**Task statement**
Lines of the data that contain the word "dead" are the ones to copy.

**The data**
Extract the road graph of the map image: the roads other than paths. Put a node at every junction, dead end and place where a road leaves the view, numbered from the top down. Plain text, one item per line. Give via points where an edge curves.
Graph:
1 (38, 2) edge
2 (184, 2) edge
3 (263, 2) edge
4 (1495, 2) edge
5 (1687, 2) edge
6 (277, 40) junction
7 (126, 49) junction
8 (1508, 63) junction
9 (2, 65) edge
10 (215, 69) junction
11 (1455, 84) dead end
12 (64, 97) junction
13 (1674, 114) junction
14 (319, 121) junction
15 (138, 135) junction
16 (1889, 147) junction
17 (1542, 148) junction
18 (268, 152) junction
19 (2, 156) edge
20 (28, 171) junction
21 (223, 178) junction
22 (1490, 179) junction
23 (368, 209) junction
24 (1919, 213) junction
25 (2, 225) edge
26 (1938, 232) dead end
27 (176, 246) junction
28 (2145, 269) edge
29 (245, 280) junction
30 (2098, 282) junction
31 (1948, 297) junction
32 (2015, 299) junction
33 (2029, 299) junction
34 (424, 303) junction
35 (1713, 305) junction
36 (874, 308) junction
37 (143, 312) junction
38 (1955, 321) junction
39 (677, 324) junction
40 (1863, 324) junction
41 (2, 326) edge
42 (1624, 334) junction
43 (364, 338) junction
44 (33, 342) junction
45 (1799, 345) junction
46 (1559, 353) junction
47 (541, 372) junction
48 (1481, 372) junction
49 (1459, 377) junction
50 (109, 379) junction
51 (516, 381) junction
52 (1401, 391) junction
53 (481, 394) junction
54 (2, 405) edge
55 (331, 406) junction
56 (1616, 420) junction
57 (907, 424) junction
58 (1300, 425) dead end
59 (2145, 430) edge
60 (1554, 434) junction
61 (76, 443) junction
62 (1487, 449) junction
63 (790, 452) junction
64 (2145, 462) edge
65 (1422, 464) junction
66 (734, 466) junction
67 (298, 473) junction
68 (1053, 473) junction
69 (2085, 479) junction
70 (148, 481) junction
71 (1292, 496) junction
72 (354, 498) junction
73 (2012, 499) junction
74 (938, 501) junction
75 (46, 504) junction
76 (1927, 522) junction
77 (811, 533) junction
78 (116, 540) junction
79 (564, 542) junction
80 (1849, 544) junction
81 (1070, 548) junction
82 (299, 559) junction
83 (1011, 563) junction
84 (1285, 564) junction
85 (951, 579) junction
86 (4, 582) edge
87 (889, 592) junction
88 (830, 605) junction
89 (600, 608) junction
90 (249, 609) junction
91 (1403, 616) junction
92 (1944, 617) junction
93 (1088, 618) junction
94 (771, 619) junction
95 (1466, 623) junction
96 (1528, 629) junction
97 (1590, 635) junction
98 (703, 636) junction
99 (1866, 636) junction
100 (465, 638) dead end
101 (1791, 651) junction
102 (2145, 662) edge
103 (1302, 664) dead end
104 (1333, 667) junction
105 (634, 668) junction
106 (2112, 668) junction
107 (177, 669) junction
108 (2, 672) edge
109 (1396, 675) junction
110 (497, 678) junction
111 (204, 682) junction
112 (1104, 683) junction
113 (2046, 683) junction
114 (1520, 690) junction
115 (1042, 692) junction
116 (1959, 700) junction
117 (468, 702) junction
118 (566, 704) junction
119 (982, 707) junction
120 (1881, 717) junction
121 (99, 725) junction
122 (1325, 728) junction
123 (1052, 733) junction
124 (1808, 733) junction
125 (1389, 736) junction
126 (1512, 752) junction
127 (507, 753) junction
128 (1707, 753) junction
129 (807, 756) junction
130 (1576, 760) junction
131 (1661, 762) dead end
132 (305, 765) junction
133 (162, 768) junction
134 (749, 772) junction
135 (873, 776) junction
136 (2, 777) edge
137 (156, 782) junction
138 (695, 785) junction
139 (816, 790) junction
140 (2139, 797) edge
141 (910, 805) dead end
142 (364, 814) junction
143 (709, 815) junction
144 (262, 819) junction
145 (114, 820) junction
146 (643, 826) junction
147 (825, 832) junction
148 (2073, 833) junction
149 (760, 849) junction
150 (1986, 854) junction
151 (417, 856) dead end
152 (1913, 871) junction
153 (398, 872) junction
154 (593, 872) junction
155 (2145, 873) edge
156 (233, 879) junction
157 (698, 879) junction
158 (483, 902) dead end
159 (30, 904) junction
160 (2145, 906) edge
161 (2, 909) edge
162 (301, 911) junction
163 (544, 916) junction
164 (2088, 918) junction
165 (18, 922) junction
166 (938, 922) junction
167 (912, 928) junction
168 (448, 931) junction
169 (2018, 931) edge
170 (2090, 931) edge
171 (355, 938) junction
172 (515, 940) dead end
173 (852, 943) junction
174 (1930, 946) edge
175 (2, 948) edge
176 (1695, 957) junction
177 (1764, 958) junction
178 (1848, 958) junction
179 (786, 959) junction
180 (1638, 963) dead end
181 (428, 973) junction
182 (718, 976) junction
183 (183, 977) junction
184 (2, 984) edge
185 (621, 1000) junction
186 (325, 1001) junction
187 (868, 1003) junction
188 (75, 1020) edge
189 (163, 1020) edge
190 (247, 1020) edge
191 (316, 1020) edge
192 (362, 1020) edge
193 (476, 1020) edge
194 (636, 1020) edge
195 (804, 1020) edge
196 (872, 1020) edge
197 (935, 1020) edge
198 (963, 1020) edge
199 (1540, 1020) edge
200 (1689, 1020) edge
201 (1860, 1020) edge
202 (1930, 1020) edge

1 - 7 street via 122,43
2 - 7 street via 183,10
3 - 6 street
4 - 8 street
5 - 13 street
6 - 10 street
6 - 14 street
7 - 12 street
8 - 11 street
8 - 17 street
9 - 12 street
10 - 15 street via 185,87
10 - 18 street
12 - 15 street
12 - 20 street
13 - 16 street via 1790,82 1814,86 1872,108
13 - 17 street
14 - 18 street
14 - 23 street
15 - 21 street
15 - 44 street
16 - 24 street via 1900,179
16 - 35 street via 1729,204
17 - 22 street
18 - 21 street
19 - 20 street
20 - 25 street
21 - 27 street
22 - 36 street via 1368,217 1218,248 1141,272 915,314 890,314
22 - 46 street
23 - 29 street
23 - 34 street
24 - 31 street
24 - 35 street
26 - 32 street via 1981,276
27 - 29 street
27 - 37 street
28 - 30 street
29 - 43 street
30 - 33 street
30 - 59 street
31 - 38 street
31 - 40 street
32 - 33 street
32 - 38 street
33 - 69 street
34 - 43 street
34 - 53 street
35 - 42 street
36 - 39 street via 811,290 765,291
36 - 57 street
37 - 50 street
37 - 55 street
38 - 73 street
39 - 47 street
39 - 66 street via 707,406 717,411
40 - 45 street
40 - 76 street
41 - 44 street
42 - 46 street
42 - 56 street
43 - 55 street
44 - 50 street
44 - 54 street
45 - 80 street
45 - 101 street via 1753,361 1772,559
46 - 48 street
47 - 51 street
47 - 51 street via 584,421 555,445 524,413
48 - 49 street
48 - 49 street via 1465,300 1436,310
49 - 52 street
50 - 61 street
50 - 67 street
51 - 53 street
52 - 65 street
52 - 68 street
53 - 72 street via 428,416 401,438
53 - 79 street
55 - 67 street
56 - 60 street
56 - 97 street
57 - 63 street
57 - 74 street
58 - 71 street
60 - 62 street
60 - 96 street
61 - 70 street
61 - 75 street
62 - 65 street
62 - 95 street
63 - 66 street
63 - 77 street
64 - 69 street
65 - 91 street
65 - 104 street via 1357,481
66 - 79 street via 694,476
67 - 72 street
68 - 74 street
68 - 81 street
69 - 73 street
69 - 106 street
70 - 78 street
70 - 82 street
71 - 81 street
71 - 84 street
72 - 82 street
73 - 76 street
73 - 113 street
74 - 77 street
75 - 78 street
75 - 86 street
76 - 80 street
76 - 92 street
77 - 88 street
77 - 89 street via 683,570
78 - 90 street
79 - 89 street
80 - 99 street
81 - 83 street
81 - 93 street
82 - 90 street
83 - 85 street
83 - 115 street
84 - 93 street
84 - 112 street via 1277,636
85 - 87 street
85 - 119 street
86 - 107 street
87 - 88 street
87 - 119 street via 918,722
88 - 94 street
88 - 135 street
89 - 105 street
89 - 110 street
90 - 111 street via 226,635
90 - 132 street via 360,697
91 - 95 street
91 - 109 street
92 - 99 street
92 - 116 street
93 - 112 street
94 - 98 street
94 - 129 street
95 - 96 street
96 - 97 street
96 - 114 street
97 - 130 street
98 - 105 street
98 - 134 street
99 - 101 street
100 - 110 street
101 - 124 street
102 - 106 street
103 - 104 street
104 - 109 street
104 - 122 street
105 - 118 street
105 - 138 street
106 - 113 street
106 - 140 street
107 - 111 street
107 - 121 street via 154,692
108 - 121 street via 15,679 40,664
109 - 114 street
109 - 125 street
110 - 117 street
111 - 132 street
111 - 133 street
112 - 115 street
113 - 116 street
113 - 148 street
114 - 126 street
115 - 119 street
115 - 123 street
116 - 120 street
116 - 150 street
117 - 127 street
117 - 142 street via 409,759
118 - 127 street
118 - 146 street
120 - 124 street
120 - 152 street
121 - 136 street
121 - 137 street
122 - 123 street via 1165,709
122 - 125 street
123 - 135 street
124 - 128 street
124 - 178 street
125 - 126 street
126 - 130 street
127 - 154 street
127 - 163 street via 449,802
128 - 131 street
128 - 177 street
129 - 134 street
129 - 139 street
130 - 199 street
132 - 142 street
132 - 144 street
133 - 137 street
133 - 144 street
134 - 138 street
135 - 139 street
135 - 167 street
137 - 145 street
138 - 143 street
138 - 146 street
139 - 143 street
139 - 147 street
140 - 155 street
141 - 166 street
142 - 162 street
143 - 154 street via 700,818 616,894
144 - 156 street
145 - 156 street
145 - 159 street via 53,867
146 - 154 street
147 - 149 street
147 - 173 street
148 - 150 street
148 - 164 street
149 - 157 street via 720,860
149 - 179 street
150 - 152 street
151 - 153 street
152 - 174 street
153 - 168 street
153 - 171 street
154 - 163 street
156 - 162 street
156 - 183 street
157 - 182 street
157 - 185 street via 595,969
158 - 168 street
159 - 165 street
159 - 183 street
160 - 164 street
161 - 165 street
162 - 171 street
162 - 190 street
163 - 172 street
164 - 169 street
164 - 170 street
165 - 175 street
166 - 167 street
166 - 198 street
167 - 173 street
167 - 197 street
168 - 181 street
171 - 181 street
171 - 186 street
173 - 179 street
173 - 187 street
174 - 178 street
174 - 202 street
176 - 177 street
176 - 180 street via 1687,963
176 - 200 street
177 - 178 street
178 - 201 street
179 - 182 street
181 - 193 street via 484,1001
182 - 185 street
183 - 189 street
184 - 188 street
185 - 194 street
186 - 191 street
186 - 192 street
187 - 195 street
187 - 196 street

**Response below**
Extract the road graph of the map image: the roads other than paths. Put a node at every junction, dead end and place where a road leaves the view, numbered from the top down. Plain text, one item per line. Give via points where an edge curves.
11 (1455, 84) dead end
26 (1938, 232) dead end
58 (1300, 425) dead end
100 (465, 638) dead end
103 (1302, 664) dead end
131 (1661, 762) dead end
141 (910, 805) dead end
151 (417, 856) dead end
158 (483, 902) dead end
172 (515, 940) dead end
180 (1638, 963) dead end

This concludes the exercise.